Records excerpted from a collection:

= Beginning of Section =

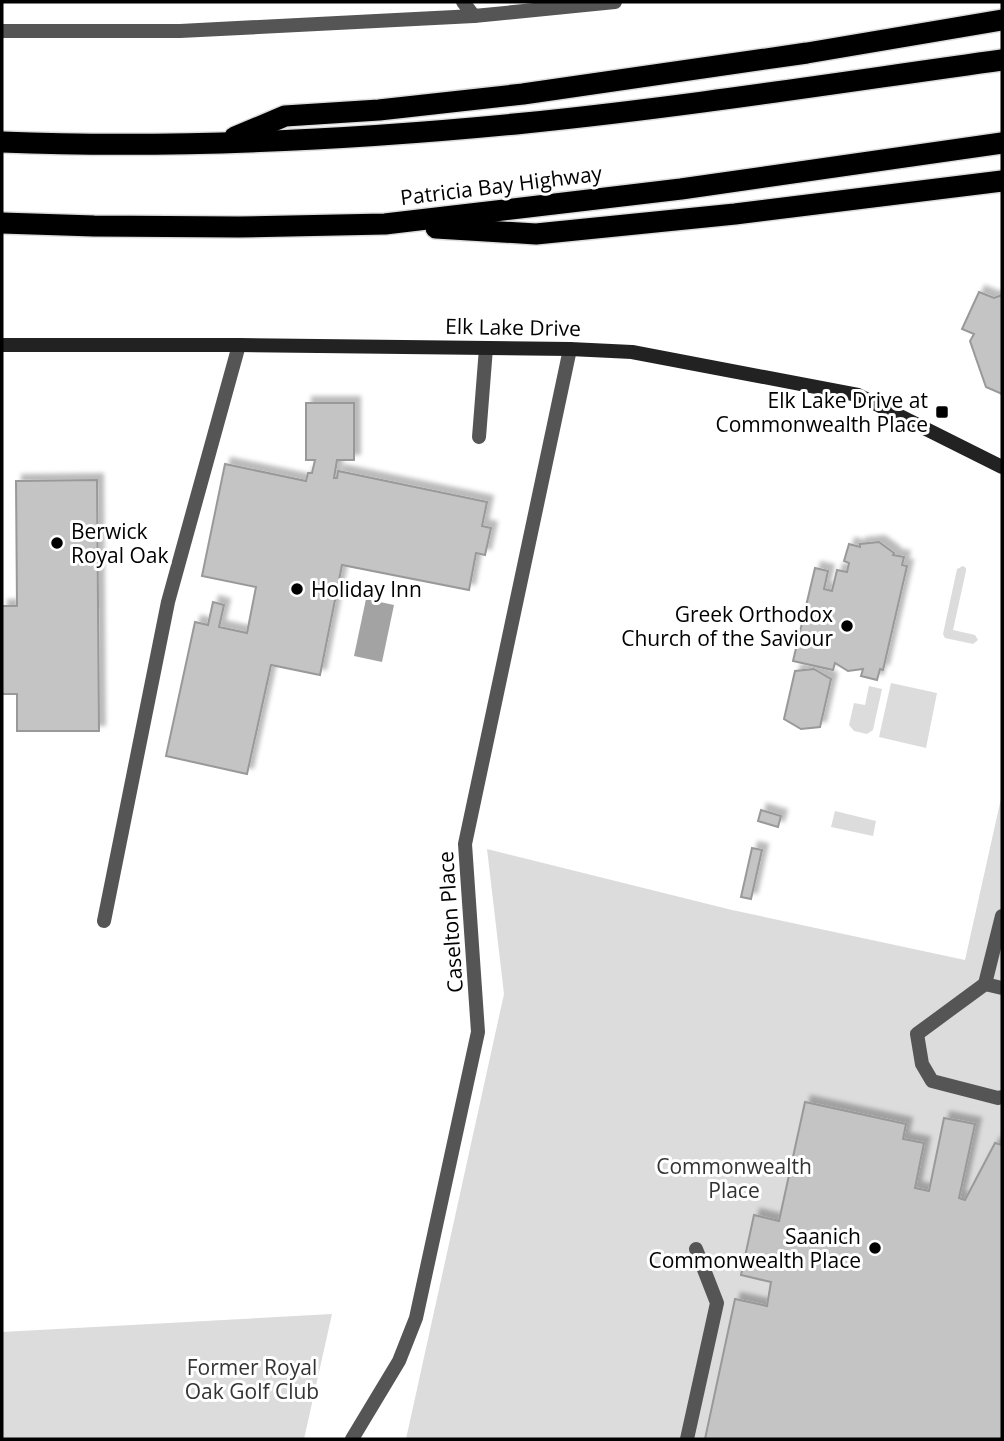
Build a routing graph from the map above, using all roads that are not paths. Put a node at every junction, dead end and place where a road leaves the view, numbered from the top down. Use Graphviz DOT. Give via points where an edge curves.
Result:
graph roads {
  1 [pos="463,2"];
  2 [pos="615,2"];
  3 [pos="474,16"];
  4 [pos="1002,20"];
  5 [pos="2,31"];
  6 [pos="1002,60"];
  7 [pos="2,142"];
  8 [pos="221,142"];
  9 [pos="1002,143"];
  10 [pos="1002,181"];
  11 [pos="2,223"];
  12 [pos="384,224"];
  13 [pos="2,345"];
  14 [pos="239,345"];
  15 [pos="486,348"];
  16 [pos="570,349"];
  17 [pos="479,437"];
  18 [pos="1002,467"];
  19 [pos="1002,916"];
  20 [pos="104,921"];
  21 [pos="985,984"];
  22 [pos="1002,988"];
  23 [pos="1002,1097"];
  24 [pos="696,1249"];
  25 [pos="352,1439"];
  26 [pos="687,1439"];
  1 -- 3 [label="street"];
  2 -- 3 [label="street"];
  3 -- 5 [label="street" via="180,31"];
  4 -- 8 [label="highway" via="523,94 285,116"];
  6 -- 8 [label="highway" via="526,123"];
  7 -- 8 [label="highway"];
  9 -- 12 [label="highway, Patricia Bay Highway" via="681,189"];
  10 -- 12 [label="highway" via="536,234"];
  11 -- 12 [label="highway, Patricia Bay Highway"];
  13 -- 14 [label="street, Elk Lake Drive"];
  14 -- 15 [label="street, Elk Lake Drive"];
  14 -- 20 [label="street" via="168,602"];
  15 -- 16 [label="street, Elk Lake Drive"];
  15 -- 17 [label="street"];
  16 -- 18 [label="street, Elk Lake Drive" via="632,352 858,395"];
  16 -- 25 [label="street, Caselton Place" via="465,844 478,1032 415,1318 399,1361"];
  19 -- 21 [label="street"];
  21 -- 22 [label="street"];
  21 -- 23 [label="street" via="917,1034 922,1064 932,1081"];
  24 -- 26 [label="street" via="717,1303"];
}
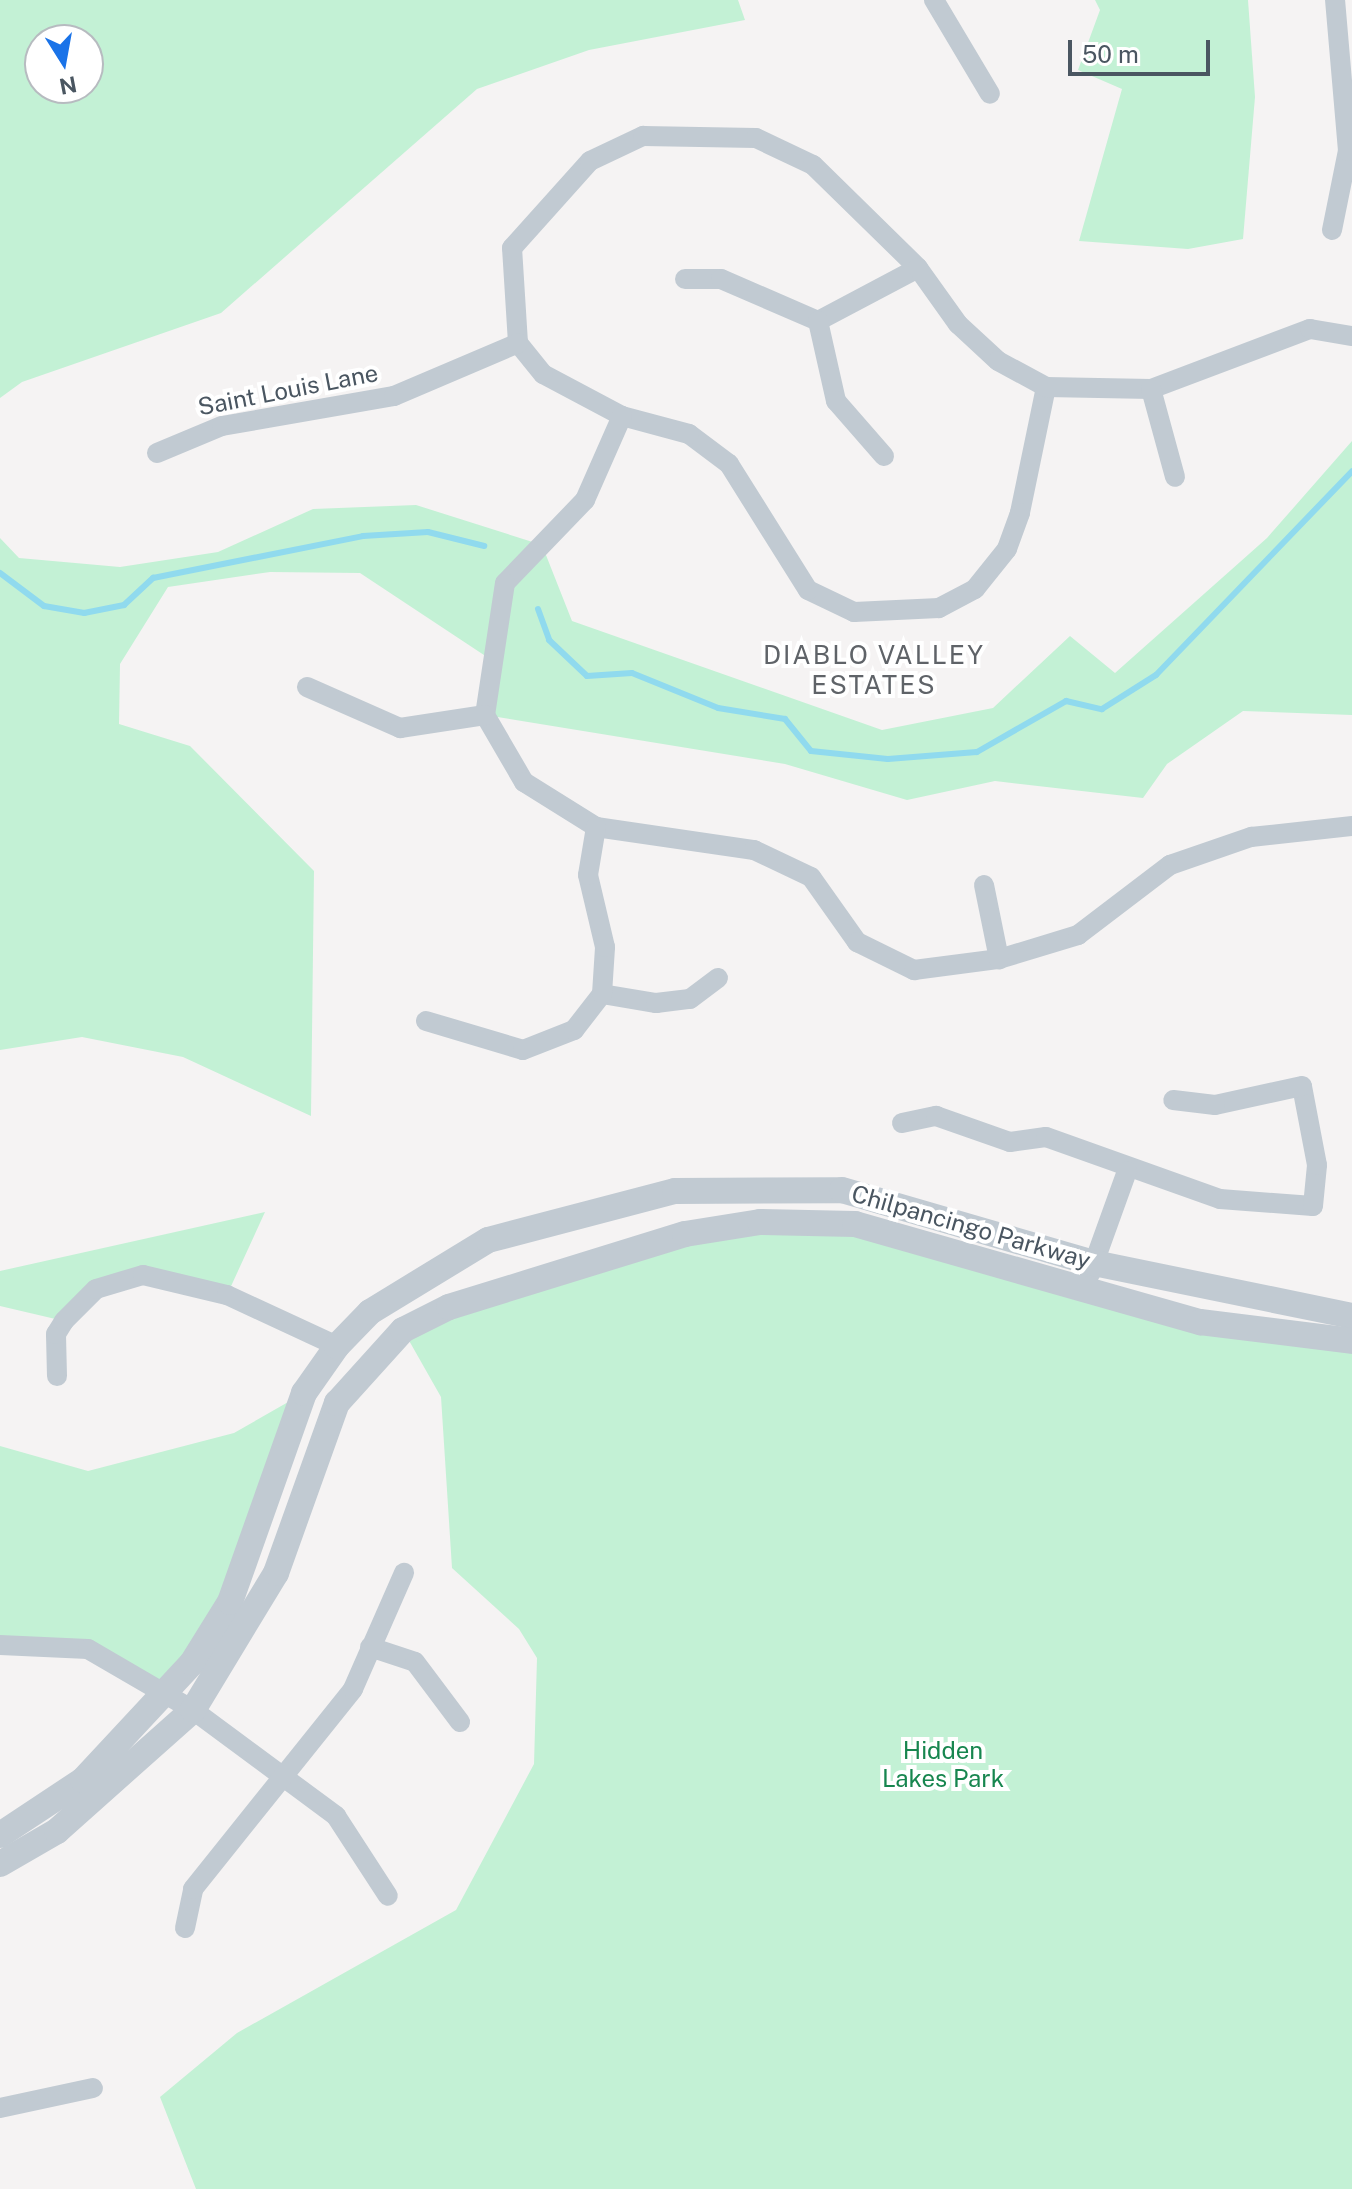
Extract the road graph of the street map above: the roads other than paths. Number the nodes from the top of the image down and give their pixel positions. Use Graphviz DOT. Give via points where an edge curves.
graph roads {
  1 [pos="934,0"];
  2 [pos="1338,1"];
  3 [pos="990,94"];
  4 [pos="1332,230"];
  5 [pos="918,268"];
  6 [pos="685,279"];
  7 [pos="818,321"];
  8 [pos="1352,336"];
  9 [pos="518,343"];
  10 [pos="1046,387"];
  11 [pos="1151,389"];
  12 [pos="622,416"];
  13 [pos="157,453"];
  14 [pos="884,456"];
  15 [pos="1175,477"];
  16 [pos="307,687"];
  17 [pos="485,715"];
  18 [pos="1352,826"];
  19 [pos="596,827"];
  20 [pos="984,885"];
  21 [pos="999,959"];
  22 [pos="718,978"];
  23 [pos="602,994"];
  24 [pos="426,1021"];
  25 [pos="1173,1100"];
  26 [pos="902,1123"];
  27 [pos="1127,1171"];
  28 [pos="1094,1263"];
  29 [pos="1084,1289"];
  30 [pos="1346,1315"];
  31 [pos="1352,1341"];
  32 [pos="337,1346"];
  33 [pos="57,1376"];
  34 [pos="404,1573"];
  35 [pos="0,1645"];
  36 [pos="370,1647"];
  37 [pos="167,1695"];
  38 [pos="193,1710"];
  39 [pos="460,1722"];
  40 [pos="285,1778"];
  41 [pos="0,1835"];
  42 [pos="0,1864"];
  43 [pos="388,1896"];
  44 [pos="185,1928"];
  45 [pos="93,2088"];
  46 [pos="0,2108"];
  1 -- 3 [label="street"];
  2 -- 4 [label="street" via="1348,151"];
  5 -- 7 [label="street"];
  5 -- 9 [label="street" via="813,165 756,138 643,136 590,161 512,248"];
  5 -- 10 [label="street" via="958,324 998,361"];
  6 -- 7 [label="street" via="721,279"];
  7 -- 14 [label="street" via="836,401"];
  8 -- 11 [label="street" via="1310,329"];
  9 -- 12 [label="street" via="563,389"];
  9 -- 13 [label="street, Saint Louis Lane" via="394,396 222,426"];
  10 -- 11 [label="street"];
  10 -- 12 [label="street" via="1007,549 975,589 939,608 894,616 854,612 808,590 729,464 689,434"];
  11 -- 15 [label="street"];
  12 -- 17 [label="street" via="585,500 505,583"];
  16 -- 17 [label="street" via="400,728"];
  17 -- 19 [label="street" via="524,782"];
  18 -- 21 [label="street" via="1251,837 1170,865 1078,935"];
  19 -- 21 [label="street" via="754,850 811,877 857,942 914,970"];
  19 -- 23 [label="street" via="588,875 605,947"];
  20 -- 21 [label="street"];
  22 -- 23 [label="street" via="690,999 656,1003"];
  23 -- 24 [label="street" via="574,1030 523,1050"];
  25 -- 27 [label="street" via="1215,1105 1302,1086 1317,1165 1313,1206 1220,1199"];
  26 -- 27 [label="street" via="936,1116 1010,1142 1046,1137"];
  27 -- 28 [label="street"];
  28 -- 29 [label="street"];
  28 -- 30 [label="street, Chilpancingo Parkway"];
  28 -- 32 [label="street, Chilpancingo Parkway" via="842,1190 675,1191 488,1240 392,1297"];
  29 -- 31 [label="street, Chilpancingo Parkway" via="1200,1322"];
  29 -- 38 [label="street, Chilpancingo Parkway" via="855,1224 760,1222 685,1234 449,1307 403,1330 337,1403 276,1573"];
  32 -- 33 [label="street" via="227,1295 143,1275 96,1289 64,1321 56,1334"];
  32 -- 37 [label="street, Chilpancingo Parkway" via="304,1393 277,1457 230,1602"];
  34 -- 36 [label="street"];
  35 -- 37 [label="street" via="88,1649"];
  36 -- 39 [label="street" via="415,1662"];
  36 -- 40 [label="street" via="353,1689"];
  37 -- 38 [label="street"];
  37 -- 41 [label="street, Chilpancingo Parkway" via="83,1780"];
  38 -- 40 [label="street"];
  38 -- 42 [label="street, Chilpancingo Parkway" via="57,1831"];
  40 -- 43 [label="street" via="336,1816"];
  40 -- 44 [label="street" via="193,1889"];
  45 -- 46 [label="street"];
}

= End of Section =
= Beginning of Section =

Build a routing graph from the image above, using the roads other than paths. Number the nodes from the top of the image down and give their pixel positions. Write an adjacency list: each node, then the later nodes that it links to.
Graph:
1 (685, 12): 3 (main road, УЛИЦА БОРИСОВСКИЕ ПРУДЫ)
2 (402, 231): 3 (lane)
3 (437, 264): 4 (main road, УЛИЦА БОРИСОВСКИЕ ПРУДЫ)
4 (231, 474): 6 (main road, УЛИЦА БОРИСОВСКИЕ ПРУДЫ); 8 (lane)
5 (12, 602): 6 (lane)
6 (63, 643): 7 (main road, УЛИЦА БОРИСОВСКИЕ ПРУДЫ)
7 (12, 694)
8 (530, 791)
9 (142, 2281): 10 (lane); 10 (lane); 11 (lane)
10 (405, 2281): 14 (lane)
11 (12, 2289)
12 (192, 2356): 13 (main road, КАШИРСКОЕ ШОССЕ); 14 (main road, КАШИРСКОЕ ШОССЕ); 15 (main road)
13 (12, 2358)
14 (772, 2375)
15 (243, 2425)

= End of Section =
= Beginning of Section =

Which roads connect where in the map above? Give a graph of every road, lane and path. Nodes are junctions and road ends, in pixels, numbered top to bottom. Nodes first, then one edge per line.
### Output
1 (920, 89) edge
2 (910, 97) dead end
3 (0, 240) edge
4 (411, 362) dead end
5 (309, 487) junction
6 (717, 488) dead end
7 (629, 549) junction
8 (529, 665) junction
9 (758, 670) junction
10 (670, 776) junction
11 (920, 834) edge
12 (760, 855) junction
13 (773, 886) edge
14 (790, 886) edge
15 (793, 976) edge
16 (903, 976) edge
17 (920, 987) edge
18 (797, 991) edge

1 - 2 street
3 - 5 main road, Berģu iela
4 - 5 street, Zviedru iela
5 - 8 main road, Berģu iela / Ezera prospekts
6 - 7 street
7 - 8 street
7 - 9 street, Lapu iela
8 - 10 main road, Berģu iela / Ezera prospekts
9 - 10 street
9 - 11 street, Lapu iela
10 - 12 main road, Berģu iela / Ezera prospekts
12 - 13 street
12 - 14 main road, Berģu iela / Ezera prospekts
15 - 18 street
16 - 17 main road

= End of Section =

## TASK STATEMENT
Determine the number of lines in the data above that contain the word "routing", and provide only that figure.

## EXPECTED ANSWER
2